## Action item
Starting at the line below that contains "middle dip: (301, 238)" and ending at the line that contains "index tip: (255, 326)", retype each line exactly as it stands, but omit the pictures.
** Supplied material follows **
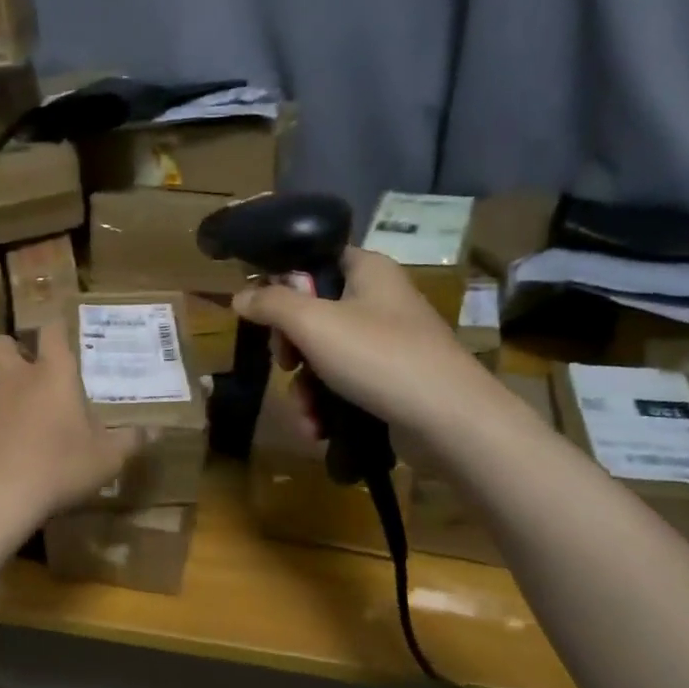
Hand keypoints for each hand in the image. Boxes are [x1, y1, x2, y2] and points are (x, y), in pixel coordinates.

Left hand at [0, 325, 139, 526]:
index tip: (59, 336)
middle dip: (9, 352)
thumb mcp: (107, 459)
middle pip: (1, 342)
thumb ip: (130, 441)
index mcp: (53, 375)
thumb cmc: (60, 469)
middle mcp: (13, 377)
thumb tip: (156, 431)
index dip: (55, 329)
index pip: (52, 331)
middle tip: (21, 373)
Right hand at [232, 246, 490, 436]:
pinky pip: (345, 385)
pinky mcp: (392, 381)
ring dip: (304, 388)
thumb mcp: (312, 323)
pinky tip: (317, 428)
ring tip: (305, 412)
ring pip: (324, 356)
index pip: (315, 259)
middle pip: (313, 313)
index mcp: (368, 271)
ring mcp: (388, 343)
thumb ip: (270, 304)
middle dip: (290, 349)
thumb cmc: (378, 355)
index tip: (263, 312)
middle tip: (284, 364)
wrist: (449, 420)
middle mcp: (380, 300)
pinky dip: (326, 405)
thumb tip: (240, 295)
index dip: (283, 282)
** End of Supplied material **
** Supplied material follows **
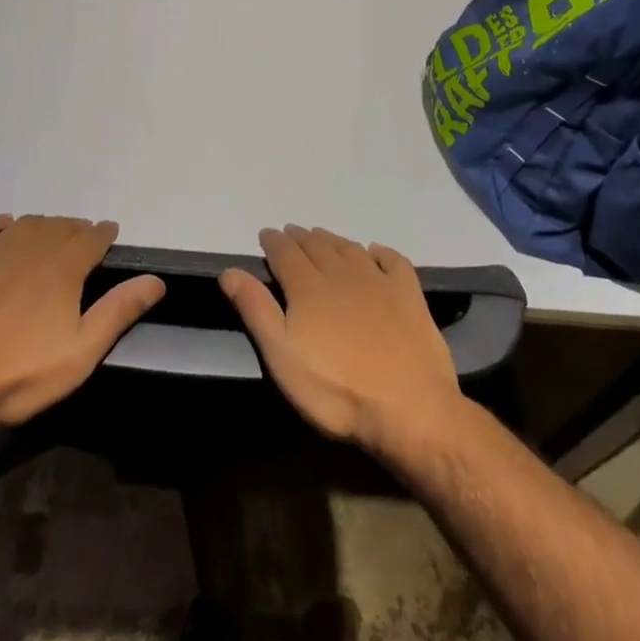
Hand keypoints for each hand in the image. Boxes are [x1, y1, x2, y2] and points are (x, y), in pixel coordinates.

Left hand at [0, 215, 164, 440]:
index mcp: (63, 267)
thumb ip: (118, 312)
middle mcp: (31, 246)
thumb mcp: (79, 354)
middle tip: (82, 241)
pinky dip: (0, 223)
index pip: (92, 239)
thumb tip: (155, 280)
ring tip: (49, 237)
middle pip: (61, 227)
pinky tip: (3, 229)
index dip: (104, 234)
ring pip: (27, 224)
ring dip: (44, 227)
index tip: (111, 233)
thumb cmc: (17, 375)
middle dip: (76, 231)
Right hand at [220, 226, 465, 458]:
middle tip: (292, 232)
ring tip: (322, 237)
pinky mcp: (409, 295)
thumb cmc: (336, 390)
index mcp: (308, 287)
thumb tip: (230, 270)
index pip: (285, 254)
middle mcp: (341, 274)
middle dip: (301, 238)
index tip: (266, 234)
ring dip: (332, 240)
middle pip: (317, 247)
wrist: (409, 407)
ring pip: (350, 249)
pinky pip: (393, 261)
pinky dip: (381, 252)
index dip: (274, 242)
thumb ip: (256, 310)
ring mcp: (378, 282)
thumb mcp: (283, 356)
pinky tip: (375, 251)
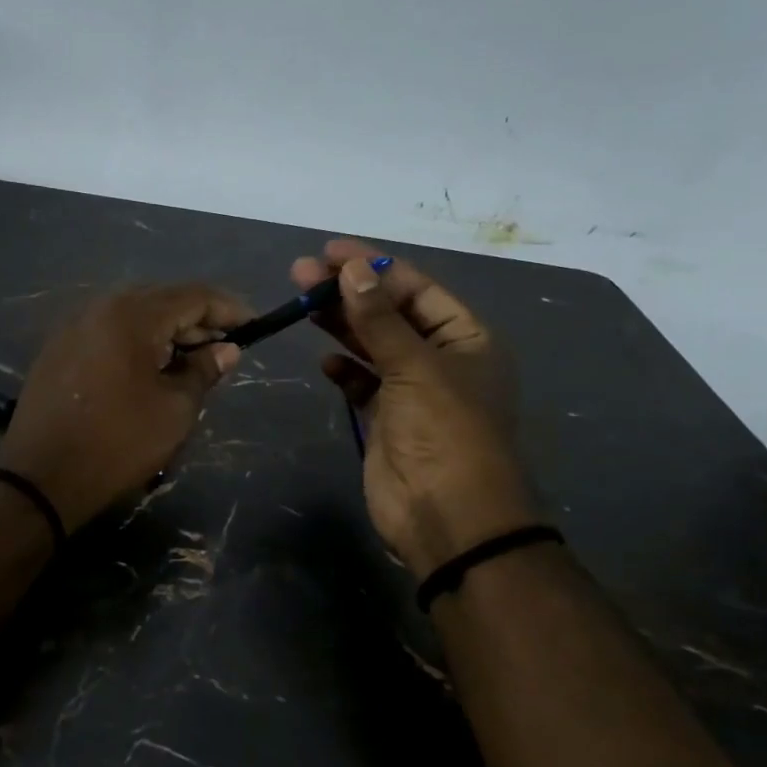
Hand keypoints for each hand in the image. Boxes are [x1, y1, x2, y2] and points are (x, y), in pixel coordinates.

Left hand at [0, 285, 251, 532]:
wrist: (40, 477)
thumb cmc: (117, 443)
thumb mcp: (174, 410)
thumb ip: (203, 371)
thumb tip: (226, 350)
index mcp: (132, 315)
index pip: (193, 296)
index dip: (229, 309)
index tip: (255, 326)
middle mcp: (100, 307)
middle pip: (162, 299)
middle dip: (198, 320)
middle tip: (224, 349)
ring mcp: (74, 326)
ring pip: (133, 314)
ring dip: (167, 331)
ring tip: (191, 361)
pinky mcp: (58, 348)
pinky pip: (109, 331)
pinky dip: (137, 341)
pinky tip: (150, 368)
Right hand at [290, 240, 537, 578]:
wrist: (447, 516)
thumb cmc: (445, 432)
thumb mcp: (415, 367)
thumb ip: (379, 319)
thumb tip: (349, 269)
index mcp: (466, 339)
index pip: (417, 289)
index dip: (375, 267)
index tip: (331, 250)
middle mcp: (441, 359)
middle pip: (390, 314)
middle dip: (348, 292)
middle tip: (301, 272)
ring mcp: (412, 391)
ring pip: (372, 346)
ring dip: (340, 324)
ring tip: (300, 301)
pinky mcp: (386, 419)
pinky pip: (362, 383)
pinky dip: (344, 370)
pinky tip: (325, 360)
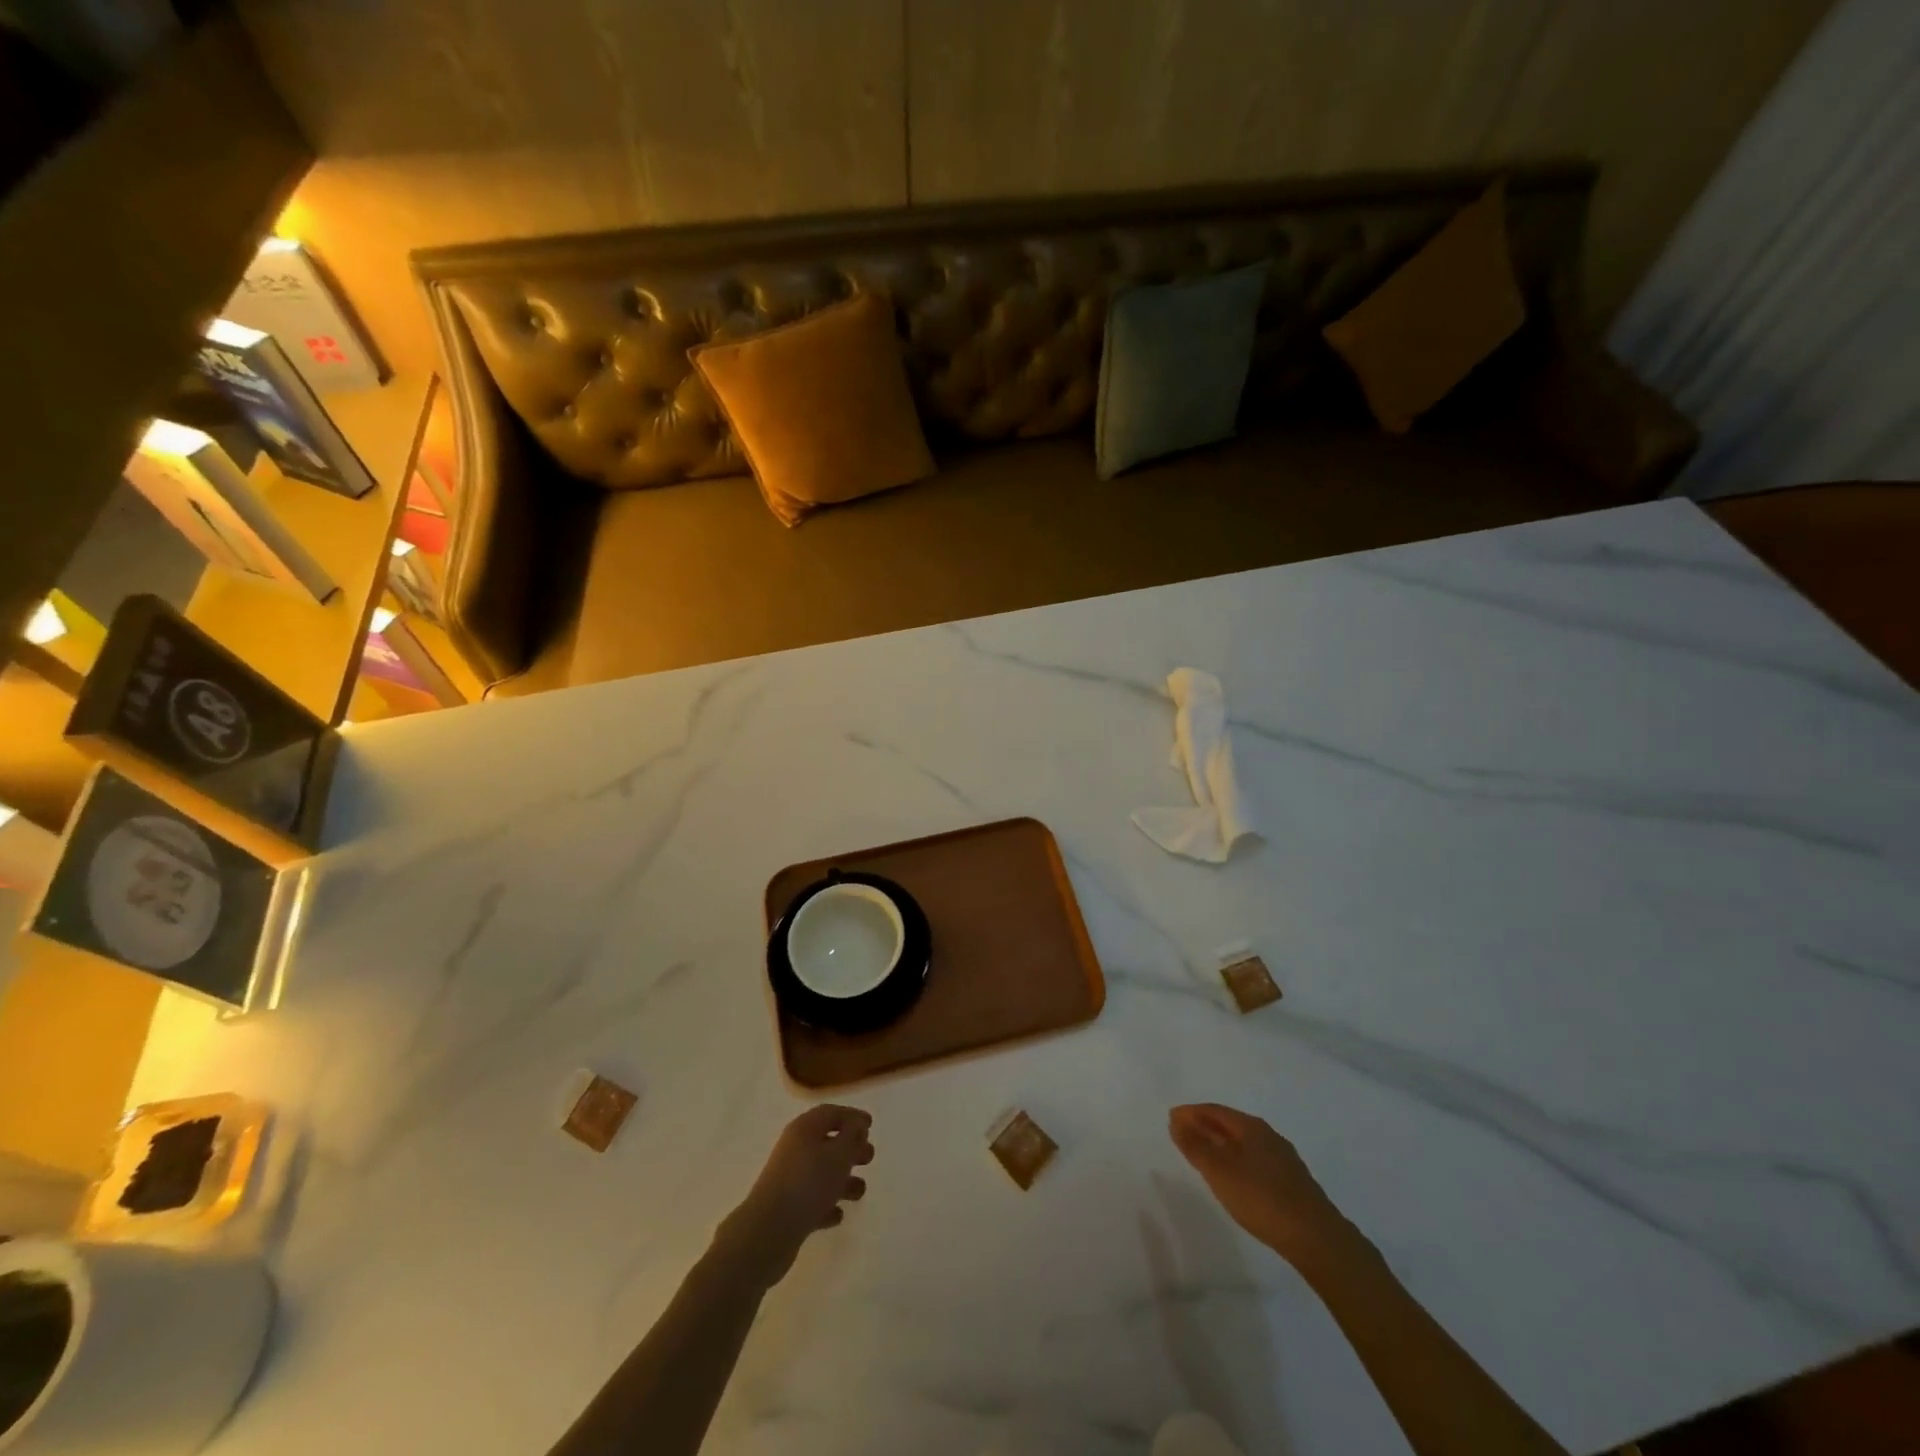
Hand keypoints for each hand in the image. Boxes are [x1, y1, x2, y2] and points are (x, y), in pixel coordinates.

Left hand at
** End of Supplied material **
## Solution for this exercise
middle dip: (301, 238)
index tip: (266, 234)
ring dip: (332, 240)
middle pip: (317, 247)
wrist: (409, 407)
ring pip: (350, 249)
pinky pip: (393, 261)
pinky dip: (381, 252)
index dip: (274, 242)
thumb ip: (256, 310)
ring mcp: (378, 282)
thumb mcp: (283, 356)
pinky tip: (375, 251)
Hand keypoints for each hand in the image. Boxes are [x1, y1, x2, y2] and points are (x, y), in pixel coordinates.

Left hand at [0, 285, 251, 532]:
wrist: (40, 477)
thumb cmc: (117, 443)
thumb mcp: (174, 410)
thumb ip: (203, 371)
thumb tip: (226, 350)
index mcp: (132, 315)
index pip: (193, 296)
index dip: (229, 309)
index tip: (255, 326)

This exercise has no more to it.